A data fabric architecture is designed to stitch together historical and current data across multiple data silos to produce a uniform and unified business view of the data. It provides an elegant solution to the complex IT challenges in handling enormous amount of data from disparate sources without having to replicate all of the data into yet another repository. This feat is accomplished through a combination of data integration, data virtualization, and data management technologies to create a unified semantic data layer that aids many business processes (such as accelerating data preparation and facilitating data science).
Increasingly, as data fabric shifts from static to dynamic infrastructure, it develops into what is called a data mesh. Data mesh is a distributed data architecture that follows a metadata-driven approach and is supported by machine learning capabilities. It is a tailor-made distributed ecosystem with reusable data services, centralized policy of governance, and dynamic data pipelines. The chief notion for data mesh is that ownership of domain data is distributed across different business units in a self-serve, consumable format. In other words, data is owned at the domain and these domain datasets are made available for efficient utilization across different teams.

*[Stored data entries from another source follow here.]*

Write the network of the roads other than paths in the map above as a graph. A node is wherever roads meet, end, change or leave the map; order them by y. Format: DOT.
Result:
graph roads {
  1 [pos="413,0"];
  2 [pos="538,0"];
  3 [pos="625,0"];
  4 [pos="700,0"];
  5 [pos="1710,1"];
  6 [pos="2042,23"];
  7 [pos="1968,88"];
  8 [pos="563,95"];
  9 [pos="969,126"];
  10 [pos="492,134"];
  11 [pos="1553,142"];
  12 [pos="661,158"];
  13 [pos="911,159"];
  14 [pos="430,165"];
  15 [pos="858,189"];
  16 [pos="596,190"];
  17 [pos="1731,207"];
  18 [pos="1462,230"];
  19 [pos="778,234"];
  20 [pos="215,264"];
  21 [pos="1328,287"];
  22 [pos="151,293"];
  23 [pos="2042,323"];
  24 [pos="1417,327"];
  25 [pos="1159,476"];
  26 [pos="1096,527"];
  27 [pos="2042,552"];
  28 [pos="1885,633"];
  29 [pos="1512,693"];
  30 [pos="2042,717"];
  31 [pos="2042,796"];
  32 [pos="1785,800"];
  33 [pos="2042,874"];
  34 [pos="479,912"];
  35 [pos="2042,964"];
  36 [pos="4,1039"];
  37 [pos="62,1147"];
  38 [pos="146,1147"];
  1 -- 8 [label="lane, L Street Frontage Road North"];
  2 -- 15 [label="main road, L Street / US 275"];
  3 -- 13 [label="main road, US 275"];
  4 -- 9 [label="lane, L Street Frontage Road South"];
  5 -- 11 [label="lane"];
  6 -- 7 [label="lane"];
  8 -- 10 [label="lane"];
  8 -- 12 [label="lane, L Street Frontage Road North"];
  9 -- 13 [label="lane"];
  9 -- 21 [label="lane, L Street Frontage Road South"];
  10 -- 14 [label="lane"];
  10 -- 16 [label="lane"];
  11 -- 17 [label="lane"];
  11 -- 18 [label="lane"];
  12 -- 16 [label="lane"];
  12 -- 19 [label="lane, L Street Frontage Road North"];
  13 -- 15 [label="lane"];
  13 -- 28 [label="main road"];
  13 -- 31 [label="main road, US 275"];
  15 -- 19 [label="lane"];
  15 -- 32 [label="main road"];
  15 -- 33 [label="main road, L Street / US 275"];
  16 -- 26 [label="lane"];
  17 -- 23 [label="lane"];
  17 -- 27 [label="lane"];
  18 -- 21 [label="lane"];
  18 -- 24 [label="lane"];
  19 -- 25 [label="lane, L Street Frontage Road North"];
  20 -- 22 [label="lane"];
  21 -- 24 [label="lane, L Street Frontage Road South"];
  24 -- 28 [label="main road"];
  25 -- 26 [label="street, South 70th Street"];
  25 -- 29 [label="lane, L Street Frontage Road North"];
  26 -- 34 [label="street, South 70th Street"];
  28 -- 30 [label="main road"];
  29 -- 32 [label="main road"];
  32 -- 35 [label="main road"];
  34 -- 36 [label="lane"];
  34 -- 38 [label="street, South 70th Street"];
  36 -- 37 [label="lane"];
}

Another important aspect of data mesh is its globally available centralized discovery system (also known as its data catalog). Using the data catalog, multiple teams looking for insight can access the data discovery system to obtain information such as available data in the system, point of origin, data owner, sample datasets, and metadata information. The domain data is indexed in this centralized registry system for quick discoverability. Finally, for data to be congruous across domains, data mesh focuses on delivering interoperability and standards for addressability between domain datasets in a polyglot ecosystem.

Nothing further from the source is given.